Show all lines from the listing below that contain "DAYTONA".

■ ■ ■ ■ ■

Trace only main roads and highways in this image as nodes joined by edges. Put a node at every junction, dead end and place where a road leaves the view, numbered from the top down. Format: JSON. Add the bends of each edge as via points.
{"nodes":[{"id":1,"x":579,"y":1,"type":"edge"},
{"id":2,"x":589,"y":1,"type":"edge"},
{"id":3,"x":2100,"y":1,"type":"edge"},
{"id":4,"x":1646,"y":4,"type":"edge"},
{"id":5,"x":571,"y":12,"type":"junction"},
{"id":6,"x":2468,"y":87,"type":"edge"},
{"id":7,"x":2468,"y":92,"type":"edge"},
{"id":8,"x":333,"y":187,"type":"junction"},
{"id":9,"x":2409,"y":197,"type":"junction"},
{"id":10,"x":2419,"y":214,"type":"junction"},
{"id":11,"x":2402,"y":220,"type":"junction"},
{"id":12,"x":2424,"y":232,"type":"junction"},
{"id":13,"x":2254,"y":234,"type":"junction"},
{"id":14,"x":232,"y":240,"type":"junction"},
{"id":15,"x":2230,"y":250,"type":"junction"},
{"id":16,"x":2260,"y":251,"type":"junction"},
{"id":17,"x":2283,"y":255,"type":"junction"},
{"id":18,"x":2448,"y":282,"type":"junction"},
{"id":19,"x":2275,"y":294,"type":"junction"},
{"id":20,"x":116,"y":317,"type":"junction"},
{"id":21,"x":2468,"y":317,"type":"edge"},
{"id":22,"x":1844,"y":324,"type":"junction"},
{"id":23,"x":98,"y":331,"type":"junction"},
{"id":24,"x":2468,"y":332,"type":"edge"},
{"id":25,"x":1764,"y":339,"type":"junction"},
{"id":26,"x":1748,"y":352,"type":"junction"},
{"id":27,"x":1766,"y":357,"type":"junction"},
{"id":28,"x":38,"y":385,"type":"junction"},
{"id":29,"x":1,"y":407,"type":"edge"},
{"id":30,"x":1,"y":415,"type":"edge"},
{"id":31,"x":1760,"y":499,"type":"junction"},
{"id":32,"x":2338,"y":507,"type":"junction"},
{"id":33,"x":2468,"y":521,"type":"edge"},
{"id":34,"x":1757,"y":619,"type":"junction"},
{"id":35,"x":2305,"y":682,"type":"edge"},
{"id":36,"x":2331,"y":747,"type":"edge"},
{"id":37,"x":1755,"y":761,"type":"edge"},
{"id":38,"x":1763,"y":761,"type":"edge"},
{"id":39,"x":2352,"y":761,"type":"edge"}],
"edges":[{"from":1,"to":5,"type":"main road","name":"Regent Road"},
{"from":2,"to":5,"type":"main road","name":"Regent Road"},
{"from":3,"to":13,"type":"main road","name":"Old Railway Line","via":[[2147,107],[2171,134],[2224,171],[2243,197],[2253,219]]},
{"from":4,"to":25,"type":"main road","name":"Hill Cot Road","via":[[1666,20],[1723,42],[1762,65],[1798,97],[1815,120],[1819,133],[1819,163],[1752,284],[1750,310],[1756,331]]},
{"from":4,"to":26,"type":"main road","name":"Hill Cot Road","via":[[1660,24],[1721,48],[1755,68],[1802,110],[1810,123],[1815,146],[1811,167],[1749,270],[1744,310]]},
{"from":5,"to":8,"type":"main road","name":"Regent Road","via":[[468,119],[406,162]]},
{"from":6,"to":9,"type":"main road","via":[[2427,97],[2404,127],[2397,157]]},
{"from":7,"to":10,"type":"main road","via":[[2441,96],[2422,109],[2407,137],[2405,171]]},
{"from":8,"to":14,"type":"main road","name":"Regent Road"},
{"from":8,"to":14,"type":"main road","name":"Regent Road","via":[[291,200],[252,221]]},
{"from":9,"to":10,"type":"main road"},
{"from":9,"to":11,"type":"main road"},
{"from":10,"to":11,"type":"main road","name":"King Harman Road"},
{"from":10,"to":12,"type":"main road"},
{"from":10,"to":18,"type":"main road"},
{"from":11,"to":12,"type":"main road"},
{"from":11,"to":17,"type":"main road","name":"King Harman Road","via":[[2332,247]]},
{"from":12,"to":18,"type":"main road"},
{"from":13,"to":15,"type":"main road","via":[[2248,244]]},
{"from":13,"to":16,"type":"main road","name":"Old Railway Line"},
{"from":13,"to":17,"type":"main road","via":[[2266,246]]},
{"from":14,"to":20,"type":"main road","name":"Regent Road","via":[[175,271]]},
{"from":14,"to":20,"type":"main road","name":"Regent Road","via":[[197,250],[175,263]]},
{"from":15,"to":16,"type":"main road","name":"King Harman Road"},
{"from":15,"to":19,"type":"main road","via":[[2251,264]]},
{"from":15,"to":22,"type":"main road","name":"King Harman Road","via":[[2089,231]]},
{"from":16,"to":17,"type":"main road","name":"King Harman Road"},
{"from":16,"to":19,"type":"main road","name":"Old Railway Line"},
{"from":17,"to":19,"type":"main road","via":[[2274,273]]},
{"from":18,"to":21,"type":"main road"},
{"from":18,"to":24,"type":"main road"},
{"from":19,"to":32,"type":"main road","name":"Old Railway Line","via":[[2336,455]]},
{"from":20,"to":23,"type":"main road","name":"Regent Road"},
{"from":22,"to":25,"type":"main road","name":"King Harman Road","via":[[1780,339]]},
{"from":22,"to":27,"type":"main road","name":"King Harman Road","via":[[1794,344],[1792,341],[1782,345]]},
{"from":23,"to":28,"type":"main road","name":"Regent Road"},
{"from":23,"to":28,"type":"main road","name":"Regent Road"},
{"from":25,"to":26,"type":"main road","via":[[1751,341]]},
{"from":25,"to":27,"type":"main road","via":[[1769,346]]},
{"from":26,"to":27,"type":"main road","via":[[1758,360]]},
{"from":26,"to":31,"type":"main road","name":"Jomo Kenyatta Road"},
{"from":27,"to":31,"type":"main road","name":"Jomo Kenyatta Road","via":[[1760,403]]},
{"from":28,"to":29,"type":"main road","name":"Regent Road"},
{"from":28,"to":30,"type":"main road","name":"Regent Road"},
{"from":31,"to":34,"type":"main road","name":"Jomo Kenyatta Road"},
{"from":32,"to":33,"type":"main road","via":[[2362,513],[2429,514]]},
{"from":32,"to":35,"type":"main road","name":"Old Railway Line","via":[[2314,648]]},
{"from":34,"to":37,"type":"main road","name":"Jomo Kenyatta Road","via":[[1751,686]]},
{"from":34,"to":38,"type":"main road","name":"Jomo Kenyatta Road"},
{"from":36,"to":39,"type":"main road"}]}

■ ■ ■ ■ ■

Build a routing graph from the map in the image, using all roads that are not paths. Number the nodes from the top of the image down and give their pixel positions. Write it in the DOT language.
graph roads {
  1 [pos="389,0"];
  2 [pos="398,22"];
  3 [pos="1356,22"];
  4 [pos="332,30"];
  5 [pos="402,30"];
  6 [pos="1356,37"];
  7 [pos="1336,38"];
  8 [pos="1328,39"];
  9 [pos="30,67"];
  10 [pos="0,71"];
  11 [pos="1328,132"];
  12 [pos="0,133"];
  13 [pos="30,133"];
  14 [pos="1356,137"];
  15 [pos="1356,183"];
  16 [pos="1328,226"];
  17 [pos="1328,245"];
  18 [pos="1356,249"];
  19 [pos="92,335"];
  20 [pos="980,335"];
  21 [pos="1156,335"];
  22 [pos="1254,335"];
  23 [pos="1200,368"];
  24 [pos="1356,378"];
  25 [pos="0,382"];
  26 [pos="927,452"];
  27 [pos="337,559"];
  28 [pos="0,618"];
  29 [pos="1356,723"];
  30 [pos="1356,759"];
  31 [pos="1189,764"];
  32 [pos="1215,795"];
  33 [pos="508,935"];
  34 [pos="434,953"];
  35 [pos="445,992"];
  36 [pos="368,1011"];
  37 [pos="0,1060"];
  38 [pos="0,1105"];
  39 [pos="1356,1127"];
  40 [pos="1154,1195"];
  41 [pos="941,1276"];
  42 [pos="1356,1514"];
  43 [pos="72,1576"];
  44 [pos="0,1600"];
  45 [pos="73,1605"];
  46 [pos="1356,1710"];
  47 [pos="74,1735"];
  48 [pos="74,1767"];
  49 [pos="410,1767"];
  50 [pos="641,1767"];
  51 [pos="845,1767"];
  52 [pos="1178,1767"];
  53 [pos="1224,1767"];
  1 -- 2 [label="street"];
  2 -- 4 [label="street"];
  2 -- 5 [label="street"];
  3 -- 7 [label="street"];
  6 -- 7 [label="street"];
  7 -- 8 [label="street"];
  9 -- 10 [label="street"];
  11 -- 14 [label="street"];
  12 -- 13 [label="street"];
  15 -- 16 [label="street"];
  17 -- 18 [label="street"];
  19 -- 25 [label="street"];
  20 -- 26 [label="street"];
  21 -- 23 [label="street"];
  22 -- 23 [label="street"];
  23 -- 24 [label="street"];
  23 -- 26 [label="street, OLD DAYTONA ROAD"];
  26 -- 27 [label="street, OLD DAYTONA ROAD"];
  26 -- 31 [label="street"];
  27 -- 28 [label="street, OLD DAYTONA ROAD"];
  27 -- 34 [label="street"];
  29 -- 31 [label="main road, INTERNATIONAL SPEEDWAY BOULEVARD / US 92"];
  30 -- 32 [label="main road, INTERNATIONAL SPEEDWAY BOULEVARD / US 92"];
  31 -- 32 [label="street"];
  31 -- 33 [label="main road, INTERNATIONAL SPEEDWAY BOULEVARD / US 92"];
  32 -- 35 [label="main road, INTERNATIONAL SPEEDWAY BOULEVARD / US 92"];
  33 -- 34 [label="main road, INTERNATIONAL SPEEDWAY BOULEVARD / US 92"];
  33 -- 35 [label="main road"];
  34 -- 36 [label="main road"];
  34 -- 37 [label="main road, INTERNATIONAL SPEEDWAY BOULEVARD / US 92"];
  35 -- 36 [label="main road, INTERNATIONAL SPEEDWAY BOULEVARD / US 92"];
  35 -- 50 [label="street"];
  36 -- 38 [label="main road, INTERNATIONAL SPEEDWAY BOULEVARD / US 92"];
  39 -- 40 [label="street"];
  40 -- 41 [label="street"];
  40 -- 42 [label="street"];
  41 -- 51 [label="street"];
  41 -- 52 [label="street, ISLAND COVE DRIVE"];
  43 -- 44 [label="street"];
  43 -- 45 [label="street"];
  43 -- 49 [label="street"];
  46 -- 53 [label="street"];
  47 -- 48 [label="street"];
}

■ ■ ■ ■ ■

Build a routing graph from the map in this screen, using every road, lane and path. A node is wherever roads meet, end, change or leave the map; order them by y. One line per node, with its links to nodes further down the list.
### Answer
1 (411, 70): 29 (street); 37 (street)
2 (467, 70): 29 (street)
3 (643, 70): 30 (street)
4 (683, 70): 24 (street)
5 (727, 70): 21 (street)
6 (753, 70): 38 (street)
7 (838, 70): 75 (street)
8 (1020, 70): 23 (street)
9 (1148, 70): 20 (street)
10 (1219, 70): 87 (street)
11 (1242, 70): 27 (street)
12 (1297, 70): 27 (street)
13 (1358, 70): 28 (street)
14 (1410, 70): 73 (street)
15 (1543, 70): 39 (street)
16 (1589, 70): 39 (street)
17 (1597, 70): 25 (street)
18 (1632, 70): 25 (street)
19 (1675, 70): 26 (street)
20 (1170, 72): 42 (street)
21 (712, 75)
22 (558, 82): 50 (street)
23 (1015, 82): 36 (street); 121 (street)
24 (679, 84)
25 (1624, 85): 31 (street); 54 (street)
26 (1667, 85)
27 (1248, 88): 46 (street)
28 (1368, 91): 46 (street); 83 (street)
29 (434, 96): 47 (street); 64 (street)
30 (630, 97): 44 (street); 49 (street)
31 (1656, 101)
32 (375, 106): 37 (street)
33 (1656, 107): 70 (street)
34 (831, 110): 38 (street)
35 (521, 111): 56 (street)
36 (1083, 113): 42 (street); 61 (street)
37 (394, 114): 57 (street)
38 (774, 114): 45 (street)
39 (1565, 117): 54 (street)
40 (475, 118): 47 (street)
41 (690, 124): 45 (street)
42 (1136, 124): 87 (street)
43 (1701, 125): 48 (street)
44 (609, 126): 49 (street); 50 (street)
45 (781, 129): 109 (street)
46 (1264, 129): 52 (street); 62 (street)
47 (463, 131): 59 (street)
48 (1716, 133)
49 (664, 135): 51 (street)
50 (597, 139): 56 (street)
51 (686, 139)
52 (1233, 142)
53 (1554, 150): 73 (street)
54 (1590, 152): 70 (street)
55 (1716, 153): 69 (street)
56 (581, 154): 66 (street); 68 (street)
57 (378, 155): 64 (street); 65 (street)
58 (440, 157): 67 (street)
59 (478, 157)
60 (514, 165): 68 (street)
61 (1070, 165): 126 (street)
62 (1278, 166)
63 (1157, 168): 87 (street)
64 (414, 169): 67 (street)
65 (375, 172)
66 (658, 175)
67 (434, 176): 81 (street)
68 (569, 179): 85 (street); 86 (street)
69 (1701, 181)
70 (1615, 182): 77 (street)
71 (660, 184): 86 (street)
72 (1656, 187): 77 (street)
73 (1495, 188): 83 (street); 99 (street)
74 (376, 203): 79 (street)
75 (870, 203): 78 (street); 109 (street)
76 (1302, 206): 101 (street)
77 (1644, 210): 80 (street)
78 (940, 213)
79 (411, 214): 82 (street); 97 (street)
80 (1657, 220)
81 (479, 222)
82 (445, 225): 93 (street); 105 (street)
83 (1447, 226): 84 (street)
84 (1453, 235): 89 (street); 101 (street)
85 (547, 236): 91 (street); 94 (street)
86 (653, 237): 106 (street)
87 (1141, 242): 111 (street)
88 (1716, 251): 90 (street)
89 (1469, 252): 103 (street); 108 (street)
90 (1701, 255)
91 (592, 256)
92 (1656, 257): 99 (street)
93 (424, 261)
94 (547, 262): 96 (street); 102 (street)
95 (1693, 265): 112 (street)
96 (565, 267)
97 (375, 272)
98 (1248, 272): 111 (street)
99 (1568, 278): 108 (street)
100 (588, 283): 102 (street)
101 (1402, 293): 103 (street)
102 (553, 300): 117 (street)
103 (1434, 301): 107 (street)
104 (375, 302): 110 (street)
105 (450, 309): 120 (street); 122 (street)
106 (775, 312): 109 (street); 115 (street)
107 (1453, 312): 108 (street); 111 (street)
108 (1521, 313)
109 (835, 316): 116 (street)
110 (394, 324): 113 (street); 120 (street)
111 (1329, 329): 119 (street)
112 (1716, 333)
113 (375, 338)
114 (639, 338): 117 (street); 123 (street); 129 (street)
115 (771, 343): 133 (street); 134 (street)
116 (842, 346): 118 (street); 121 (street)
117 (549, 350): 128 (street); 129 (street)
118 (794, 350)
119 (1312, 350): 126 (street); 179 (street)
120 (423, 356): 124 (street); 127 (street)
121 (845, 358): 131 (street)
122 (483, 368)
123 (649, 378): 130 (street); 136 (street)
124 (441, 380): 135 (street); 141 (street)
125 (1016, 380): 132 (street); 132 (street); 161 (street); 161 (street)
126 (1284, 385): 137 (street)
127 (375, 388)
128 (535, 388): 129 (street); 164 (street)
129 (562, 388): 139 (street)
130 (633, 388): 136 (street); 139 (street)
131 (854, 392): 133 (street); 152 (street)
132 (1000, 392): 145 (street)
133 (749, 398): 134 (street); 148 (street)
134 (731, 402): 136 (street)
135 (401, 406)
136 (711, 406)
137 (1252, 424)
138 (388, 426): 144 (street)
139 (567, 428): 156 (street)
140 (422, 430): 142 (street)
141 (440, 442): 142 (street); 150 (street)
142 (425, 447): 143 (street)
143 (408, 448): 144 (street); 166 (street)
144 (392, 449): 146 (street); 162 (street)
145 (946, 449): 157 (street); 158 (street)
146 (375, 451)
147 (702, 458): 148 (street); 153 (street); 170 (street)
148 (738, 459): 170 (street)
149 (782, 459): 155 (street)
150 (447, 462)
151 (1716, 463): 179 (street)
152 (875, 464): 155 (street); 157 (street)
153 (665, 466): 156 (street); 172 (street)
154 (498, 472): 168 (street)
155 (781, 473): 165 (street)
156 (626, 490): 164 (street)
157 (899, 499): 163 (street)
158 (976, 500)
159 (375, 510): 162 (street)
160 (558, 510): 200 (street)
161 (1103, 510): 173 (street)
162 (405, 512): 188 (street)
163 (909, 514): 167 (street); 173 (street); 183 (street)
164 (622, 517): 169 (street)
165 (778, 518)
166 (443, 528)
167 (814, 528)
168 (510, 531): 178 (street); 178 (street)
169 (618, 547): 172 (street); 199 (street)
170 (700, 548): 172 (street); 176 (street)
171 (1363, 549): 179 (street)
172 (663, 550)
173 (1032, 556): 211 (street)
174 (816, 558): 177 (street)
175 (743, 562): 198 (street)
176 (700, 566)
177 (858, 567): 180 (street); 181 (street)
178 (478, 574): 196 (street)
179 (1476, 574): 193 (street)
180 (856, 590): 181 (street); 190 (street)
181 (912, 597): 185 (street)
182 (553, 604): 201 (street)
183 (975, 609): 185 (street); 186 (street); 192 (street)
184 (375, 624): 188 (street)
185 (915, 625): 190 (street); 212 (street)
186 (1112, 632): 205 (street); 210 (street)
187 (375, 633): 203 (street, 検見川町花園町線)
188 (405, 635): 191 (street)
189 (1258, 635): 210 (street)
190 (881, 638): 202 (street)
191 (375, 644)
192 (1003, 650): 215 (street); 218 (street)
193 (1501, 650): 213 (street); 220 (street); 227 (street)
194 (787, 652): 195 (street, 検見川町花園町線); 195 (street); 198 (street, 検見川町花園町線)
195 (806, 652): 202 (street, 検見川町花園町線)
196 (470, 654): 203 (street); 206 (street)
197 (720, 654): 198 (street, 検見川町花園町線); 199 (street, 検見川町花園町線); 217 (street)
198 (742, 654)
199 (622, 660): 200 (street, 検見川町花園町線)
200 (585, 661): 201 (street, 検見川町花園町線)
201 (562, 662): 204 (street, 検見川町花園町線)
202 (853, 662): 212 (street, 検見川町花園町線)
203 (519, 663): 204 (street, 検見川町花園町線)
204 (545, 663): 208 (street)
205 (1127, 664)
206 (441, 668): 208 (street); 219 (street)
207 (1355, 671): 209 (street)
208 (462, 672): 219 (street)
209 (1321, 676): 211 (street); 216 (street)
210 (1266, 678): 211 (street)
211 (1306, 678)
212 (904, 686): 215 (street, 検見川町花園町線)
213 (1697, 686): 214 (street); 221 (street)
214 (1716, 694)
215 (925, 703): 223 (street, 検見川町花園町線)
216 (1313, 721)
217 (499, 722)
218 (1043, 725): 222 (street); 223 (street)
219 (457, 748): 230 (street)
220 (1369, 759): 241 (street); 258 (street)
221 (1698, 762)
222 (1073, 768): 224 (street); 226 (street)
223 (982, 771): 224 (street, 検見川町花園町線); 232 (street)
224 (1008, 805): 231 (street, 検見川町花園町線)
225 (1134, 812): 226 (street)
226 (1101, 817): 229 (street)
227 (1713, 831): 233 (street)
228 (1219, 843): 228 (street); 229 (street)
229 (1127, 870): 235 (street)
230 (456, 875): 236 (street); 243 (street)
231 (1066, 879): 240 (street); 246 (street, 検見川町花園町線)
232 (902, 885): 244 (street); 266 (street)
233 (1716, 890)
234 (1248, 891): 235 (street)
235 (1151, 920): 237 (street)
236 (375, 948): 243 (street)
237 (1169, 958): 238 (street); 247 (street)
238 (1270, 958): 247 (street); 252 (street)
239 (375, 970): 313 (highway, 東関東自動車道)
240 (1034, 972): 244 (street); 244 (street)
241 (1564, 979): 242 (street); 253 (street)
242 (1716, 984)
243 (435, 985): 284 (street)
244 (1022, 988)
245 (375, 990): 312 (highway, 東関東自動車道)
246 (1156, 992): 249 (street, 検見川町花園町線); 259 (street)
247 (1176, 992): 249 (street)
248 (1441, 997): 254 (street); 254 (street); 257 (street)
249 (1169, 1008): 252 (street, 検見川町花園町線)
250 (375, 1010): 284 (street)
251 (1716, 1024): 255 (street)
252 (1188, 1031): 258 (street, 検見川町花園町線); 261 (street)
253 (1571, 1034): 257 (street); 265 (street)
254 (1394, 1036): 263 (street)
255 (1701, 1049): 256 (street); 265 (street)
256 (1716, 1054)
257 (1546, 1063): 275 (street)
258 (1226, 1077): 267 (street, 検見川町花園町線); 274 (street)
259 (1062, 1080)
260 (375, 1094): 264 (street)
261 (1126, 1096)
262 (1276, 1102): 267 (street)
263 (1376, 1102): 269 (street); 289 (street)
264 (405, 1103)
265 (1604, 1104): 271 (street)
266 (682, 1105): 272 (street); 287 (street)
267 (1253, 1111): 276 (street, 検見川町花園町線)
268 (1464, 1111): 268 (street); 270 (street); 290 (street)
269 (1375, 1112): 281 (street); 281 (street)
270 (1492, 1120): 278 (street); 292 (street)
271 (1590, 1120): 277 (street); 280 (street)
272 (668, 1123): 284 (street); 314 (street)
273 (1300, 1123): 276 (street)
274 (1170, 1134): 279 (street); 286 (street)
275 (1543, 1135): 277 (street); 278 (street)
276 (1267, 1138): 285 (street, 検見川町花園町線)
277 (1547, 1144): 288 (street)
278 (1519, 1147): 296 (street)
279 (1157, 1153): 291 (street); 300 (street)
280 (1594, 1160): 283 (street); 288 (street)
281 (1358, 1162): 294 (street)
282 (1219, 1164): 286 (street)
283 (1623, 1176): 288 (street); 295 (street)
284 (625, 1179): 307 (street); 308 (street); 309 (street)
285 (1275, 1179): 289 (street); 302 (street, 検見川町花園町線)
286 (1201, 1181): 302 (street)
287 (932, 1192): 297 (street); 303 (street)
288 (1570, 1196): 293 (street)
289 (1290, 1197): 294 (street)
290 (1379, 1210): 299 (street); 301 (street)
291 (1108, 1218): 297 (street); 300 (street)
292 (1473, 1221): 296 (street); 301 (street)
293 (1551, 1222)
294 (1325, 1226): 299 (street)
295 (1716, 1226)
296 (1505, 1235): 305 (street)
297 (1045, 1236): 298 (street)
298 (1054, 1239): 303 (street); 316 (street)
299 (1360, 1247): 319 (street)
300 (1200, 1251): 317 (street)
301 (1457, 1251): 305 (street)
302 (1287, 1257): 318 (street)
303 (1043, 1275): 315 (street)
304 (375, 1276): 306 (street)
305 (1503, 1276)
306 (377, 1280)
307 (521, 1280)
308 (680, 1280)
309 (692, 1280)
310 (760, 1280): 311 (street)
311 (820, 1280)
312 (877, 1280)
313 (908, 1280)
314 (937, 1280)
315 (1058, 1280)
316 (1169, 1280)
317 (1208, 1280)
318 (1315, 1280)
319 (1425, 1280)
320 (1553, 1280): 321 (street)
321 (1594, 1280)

■ ■ ■ ■ ■

> **Completed task**:
  23 -- 26 [label="street, OLD DAYTONA ROAD"];
  26 -- 27 [label="street, OLD DAYTONA ROAD"];
  27 -- 28 [label="street, OLD DAYTONA ROAD"];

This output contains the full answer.